__TASK OBJECTIVE__
Extract each line holding the word "Young" from the entries.

__DATA LISTING__

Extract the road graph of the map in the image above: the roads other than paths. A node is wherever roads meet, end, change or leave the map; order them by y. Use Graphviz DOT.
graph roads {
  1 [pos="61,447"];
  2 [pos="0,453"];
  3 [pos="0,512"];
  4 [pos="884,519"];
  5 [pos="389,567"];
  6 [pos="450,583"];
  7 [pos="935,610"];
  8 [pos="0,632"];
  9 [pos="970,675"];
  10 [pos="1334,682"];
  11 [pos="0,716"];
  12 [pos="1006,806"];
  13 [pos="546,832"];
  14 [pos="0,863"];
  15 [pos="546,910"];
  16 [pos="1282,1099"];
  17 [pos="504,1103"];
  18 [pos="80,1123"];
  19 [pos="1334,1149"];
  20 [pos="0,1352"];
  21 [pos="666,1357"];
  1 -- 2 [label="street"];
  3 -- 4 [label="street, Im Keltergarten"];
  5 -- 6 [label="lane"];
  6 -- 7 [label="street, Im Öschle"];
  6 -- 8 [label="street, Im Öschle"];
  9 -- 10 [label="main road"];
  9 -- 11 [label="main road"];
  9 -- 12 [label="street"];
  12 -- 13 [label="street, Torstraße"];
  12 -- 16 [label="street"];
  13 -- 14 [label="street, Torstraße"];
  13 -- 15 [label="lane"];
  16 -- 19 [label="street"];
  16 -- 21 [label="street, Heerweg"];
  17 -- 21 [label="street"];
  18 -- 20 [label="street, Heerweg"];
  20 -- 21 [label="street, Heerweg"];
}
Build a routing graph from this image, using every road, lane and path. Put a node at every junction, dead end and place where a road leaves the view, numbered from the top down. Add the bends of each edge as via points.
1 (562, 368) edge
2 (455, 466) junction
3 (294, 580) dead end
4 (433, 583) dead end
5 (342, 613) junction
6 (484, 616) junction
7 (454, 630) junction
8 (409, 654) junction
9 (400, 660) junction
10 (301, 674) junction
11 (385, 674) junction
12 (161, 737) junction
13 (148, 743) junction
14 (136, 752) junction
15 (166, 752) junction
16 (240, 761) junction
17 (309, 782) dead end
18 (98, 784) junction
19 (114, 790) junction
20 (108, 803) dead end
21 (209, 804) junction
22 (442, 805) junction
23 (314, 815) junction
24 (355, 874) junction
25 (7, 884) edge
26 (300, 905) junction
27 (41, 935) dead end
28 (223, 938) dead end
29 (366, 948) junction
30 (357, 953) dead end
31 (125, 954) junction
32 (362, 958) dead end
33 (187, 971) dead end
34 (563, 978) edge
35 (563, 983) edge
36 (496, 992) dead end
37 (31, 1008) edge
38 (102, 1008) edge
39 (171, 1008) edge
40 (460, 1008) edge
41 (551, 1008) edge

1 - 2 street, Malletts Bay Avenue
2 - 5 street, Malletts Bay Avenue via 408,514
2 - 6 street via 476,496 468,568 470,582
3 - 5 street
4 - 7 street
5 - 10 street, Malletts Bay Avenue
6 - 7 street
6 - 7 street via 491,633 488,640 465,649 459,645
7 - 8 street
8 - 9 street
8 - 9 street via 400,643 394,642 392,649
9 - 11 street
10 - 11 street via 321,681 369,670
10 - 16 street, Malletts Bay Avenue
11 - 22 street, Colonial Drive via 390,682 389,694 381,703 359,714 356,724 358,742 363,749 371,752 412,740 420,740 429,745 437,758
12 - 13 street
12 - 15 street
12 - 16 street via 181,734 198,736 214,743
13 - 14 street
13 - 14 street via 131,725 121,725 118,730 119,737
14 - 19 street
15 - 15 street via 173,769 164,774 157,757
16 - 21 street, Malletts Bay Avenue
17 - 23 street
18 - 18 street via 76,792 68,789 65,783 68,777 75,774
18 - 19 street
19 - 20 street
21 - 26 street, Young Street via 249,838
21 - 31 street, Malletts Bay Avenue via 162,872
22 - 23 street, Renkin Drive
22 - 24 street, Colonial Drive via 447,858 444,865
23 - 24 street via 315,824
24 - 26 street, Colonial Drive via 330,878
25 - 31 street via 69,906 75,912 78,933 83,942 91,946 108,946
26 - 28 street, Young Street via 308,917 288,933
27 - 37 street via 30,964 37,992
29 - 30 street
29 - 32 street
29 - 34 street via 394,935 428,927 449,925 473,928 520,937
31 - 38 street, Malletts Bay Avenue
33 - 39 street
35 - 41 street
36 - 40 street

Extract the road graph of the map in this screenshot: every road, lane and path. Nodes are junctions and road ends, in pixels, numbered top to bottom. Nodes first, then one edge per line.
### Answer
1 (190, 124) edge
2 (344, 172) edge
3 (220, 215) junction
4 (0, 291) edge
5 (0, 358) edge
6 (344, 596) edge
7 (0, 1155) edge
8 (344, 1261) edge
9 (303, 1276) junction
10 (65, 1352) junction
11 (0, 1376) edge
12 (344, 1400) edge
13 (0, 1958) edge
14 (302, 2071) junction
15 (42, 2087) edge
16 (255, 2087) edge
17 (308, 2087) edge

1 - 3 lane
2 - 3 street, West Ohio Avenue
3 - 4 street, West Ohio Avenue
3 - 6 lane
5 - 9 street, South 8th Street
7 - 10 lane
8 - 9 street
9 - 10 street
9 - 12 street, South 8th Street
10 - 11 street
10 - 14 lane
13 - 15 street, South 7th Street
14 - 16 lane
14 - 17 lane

__EXERCISE ANSWER__
21 - 26 street, Young Street via 249,838
26 - 28 street, Young Street via 308,917 288,933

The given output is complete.